Paul Funston, of Panthera’s lion programme, said the organisation was pleased the panel said captive lion breeding does not contribute to the conservation of wild lions, that legal trade in lion body parts risks stimulating demand and illegal trade and poses risks to wild lion in South Africa and in other countries where poaching is on the rise. 

‘T Sas-Rolfes said: “I’m personally not convinced the lion bone trade is threatening wild lions. And I’m concerned that cutting off the last legal supply of cheap big cat body parts worldwide could create more problems itself and could drive the trade underground.”

Wildlife rehabilitation expert Karen Trendler welcomed the report’s recommendations. “There are short-term challenges from a welfare point of view, but the bigger picture of winding up an industry that has so many welfare implications is better.” 

A lion attempts to jump the fence of its enclosure, at a lion breeding farm near Tosca, in the North West Province. (Photo by Naashon Zalk/Bloomberg via Getty Images)

Chris Mercer, the director of the Campaign Against Canned Hunting, said the commercial captive lion breeding industry could take years to be phased out. “The champagne shouldn’t be opened just yet … The root of the problem is the demand from trophy hunters for living targets and, from Asians, for lion bone products. So long as the demand exists, soldiers of fortune will spring from the soil to find a way to supply it.”
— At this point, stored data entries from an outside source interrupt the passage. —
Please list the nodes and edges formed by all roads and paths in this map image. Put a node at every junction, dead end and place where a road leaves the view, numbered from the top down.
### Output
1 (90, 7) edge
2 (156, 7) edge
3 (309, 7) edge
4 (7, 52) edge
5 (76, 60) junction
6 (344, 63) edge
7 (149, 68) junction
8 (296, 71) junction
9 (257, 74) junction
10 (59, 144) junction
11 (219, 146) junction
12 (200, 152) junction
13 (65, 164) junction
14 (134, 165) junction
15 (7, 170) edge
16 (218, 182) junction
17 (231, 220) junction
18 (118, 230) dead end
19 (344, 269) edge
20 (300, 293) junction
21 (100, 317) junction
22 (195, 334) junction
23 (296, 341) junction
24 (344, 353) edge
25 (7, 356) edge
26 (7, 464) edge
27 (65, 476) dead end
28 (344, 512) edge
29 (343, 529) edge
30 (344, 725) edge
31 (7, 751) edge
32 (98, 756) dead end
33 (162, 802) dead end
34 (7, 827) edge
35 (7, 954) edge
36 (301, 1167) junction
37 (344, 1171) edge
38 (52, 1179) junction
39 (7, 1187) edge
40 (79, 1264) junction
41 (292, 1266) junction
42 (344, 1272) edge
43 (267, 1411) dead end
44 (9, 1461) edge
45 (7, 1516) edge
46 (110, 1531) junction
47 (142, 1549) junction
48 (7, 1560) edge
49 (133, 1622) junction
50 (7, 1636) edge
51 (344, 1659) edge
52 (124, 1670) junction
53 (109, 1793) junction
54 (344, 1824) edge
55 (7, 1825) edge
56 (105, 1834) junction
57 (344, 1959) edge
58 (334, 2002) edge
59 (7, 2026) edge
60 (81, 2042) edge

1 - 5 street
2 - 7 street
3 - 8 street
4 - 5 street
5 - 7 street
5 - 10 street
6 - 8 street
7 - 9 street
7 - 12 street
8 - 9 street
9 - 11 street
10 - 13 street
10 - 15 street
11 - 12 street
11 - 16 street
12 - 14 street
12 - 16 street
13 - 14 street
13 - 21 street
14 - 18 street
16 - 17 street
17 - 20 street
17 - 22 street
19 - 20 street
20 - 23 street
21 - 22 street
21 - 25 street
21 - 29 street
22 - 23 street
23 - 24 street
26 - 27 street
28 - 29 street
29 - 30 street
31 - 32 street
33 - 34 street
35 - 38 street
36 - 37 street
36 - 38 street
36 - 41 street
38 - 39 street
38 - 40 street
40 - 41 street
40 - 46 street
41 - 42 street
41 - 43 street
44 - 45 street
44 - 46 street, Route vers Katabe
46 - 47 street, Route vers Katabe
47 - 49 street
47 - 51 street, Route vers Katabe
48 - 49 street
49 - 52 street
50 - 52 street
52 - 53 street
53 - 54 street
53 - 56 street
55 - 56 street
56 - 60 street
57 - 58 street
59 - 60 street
The report said there was a need for South Africa to be repositioned and promoted as a destination of choice for “legal, regulated and responsible hunting”. A specific goal was to “leverage” the added value-benefit of hunting leopard”. 
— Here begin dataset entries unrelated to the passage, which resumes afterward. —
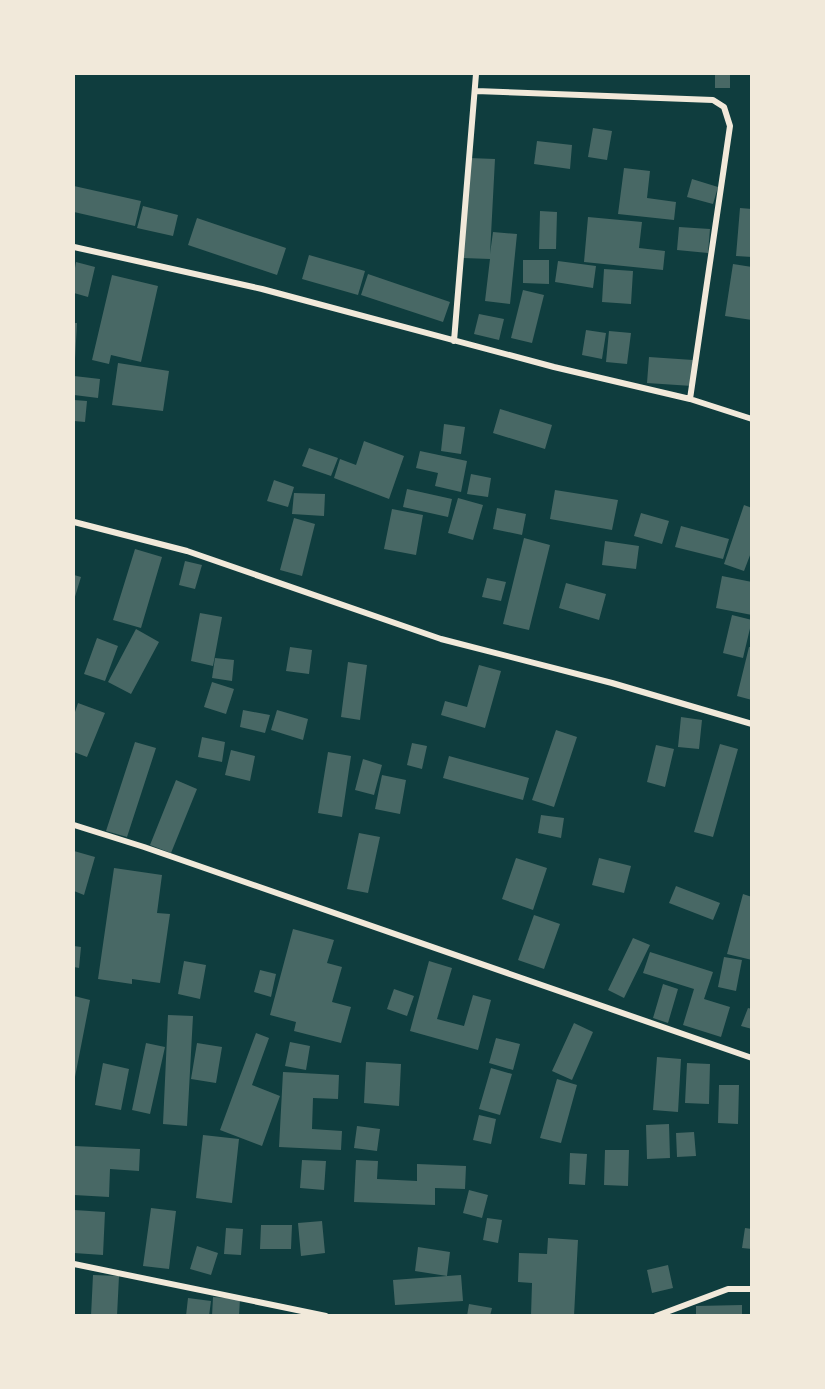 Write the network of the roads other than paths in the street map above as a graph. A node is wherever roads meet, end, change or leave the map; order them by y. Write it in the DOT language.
graph roads {
  1 [pos="476,74"];
  2 [pos="476,91"];
  3 [pos="74,248"];
  4 [pos="454,341"];
  5 [pos="690,399"];
  6 [pos="752,419"];
  7 [pos="74,522"];
  8 [pos="752,724"];
  9 [pos="74,825"];
  10 [pos="752,1058"];
  11 [pos="74,1264"];
  12 [pos="752,1289"];
  13 [pos="326,1316"];
  14 [pos="656,1316"];
  1 -- 2 [label="street"];
  2 -- 4 [label="street"];
  2 -- 5 [label="street"];
  3 -- 4 [label="street"];
  4 -- 5 [label="street"];
  5 -- 6 [label="street"];
  7 -- 8 [label="street"];
  9 -- 10 [label="street"];
  11 -- 13 [label="street"];
  12 -- 14 [label="street"];
}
‘Sold out for the slaughter’

Bool Smuts, the director of the Landmark Foundation, said leopards have been sold out for the slaughter. 

“When you read the report in its entirety, much has been made and ululating about the canned lion hunting decision, which is 20 years overdue, and I think it was a Machiavellian strategy … it’s distracted everybody. The big issues here are the ongoing, persistent and rabid commodification of wildlife — and the leopard specifically has been put on the altar in this decision.”

The panel was stacked with people from the hunting industry and a few conservationists were “known to be consumptive use participants … You’re going to get that outcome and that’s exactly what we got.” 

He said, at worst South Africa had 3 500 leopards and, at best, between 5 000 and 6 000. 

“Now to put that [hunting decision] out because that constituency has sat on the panel and wants to make the $30 000 to $40 000 per hunt, they’re selling them out to it.”

This, he said, didn’t deal with the problem with leopards, which are unique. “They are a free ranging, nonconfined species under threat. The bit of information we know is that they’re in trouble and here we go and make a decision to sell them to the highest bidder.”